Genetec Engineering and Biotechnology News recently carried a story giving credit to Baylor College researchers for finding microbes living in the gut that are associated with specific symptoms of neurological disorders.
Many neurological disorders have traditionally associated genetics as being the cause of brain function and development. But recent findings indicate a gut-brain connection.
About the Gut Microbiome
Thus far studies of the gut microbiomes have been conducted primarily in mice to determine whether there is therapeutic potential.
The gut microbiome consists of microorganisms such as viruses, bacteria, fungi, and protozoa. It also includes genetic material that exists in the gastrointestinal tract.
The Baylor study, which was published by Cell, analyzes the microbiome’s role in complicated behaviors. Microbes, which cannot be seen with the naked eye, may either be harmful or else they can be important to our health.
Studies indicate that the microbiome interacts with the nervous system and releases molecules that may travel to the brain. Microbiota, by sending signals to the brain, regulates central nervous system development and inflammation. It also affects behavior and mood.
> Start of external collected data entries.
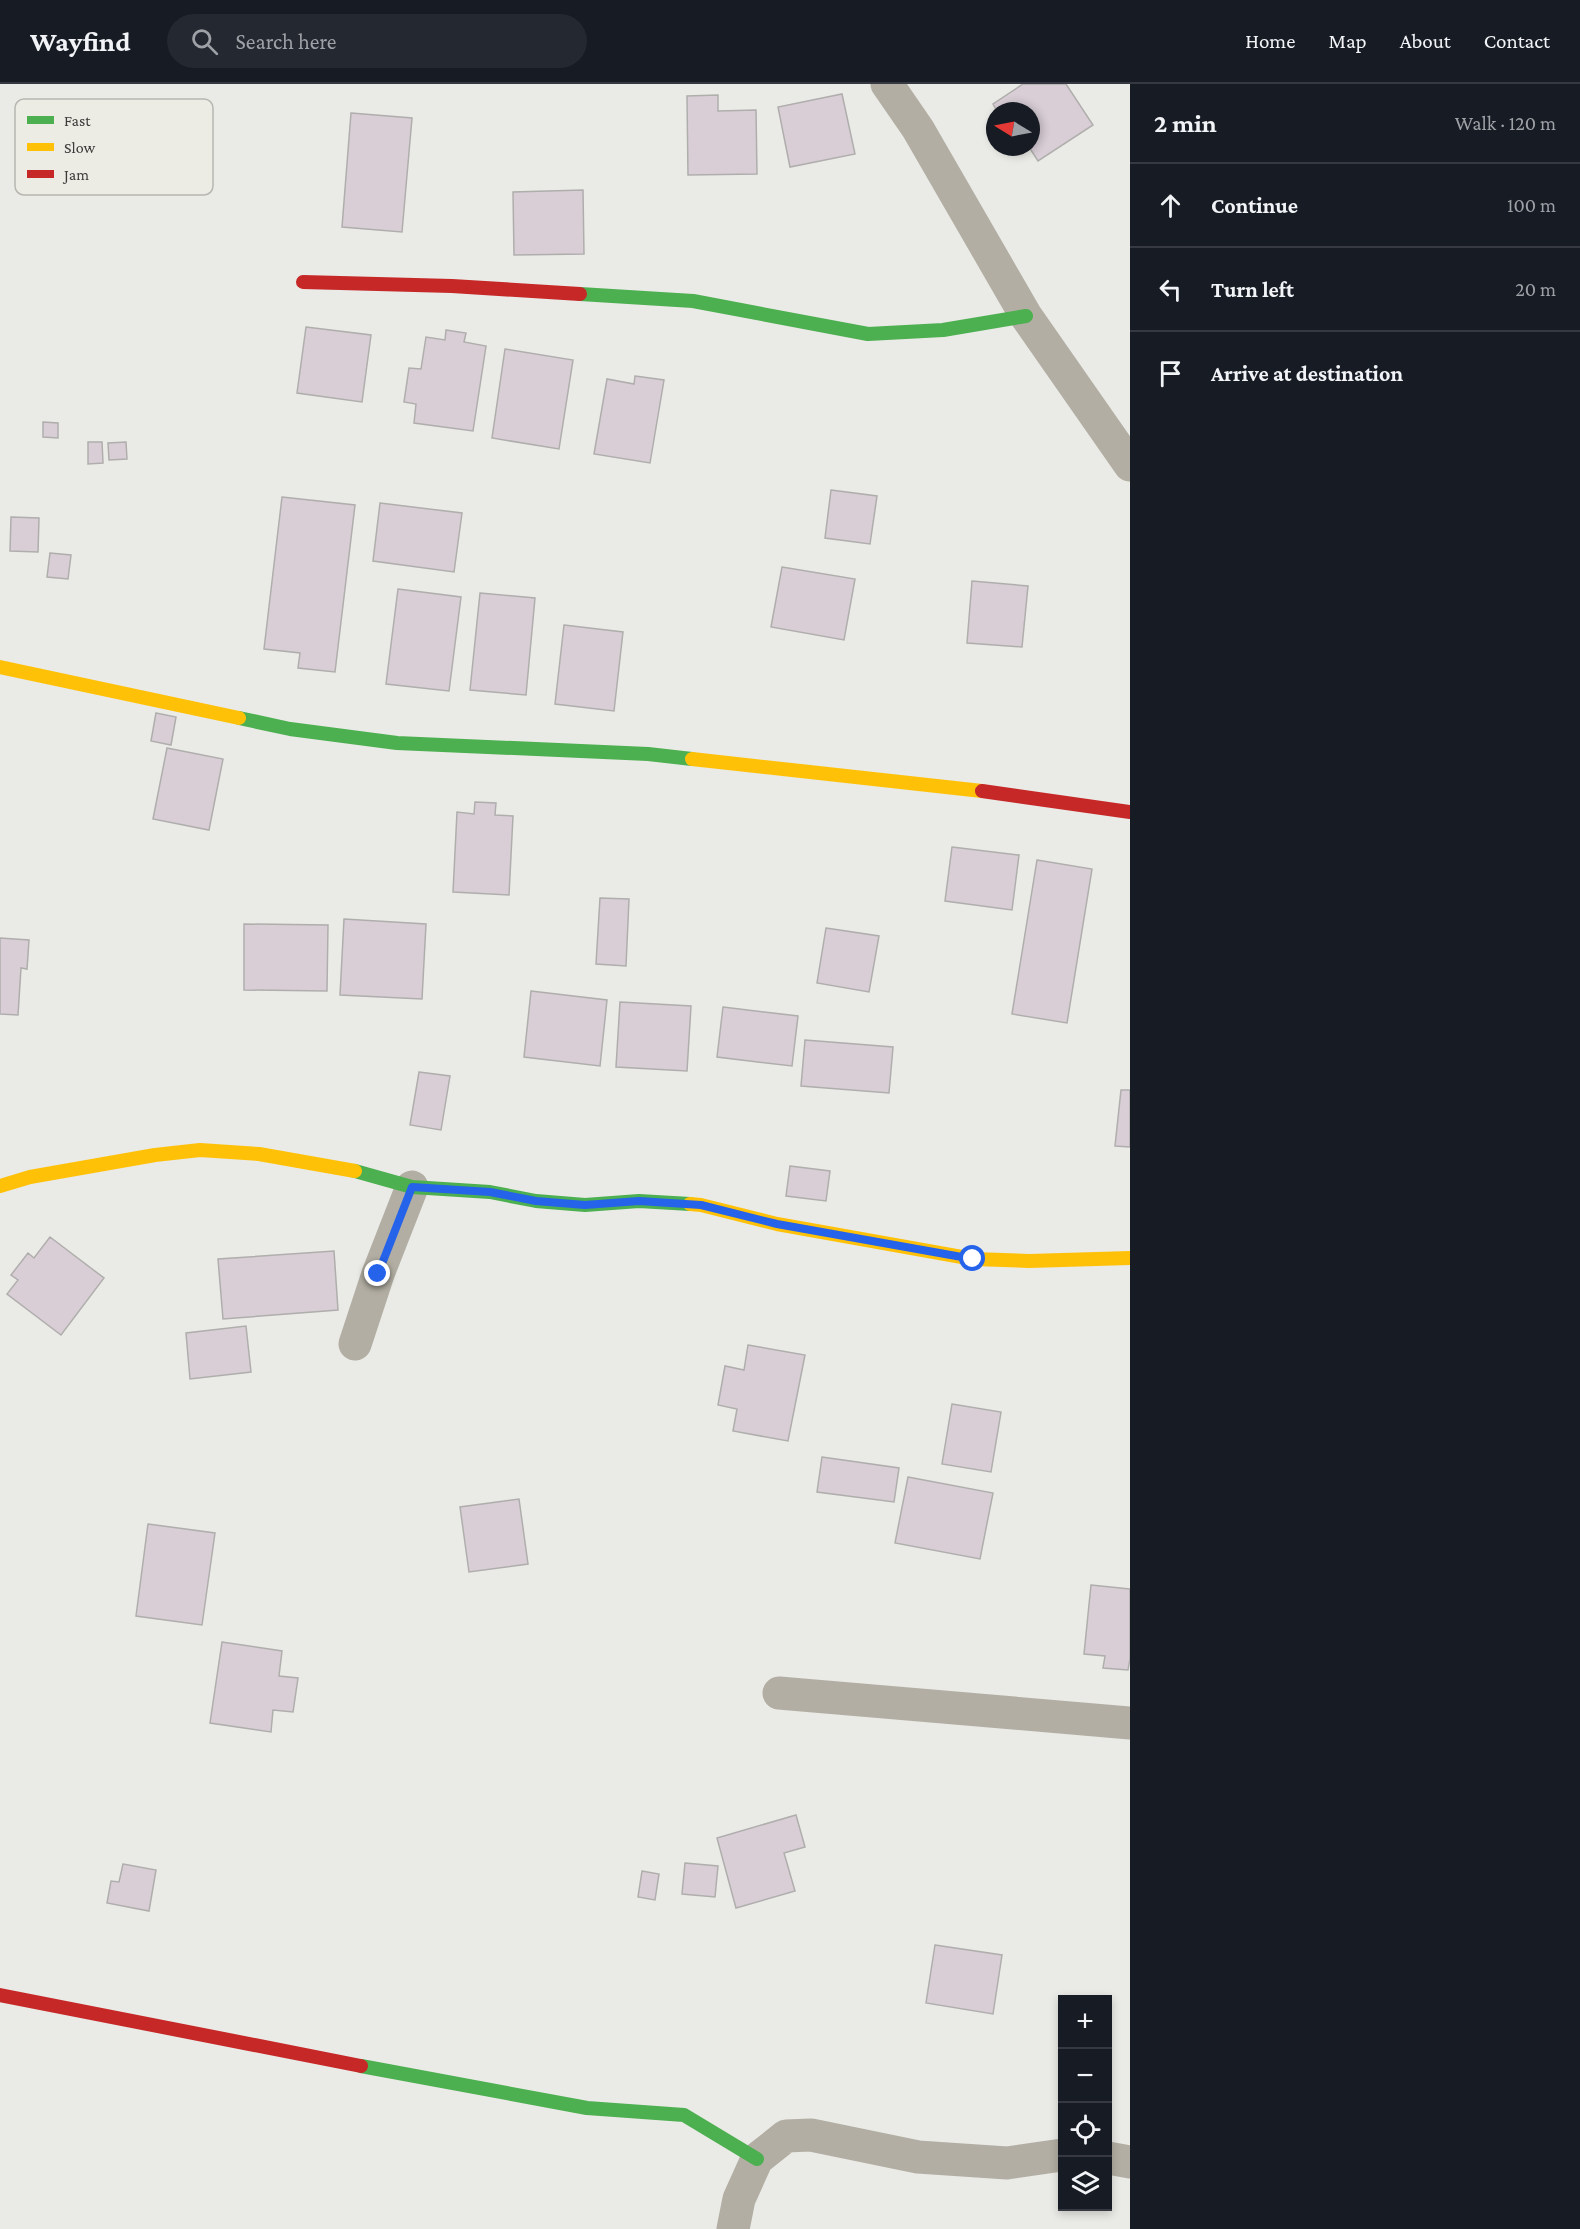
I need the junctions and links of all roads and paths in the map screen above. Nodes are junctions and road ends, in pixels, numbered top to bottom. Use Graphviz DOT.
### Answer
graph roads {
  1 [pos="887,84"];
  2 [pos="303,282"];
  3 [pos="1026,316"];
  4 [pos="1119,425"];
  5 [pos="1130,465"];
  6 [pos="0,667"];
  7 [pos="1130,812"];
  8 [pos="0,1186"];
  9 [pos="412,1187"];
  10 [pos="1130,1258"];
  11 [pos="355,1344"];
  12 [pos="779,1694"];
  13 [pos="1130,1723"];
  14 [pos="0,1995"];
  15 [pos="1058,2155"];
  16 [pos="757,2159"];
  17 [pos="1112,2159"];
  18 [pos="1130,2162"];
  19 [pos="733,2229"];
  1 -- 3 [label="street"];
  2 -- 3 [label="street"];
  3 -- 4 [label="street"];
  4 -- 5 [label="street"];
  6 -- 7 [label="street"];
  8 -- 9 [label="street"];
  9 -- 10 [label="street"];
  9 -- 11 [label="street"];
  12 -- 13 [label="street"];
  14 -- 16 [label="street"];
  15 -- 16 [label="street"];
  16 -- 19 [label="street"];
  17 -- 18 [label="street"];
}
Social Behavior vs. Neurodevelopmental Disorders
To be specific, the Baylor team found that when analyzing neurodevelopmental disorders, hyperactivity is regulated by genetics.
On the other hand, social behavior is controlled by the gut microbiome which has been proven to impact complex behavior.
The team noticed an improvement in social behavior (but not motor activity) when the Cntnap2 mice were treated in the gut with a protein-producing compound in the biopterin family. Biopterin is a requirement for synthesizing serotonin (a neurotransmitter).
The Baylor researchers were surprised to learn that dysfunctional behaviors are controlled by both the microbiome and the genes in Cntnap2 in which miRNAs (host genes) are embedded. The Cntnap2 gene, one of the largest in the human genome, has been associated with autism spectrum disorders (ASD).
The team also found it interesting that certain microbial interventions (procedures) repaired the social deficiencies in Cntnap2 mice.
Findings by scientists at the Costa-Mattioli lab indicate that although the focus to date has been on host genes, the gut microbiome, which are microorganisms that live in the human body, represents another source of genetic information.
The Costa-Mattioli study suggests a new approach to neurological disorders. In this scenario, the interaction of both the microbial and human genes contributes to a condition. In addition, in order for a treatment to address each symptom, it would have to be directed at both the gut and the brain.
Sean Dooling, co-author and Ph.D. candidate at the Costa-Mattioli lab, explained how it is difficult to analyze these interactions in a human. For that reason, in working with neurodevelopmental disorders, the team used a mouse model in which both copies of the Cntnap2 gene were missing.
The researchers observed hyperactivity and social deficiencies which had also been found in ASD. When compared to the mice that did not have genetic variants, the socially deficient mice exhibited changes in the bacteria within their microbiome.
The scientists agree that additional trials and research are needed in order to have a better understanding of the relationship between the brain and the gut. Yet they feel confident that the trials already in progress will eventually lead to therapies for neuropsychiatric disorders.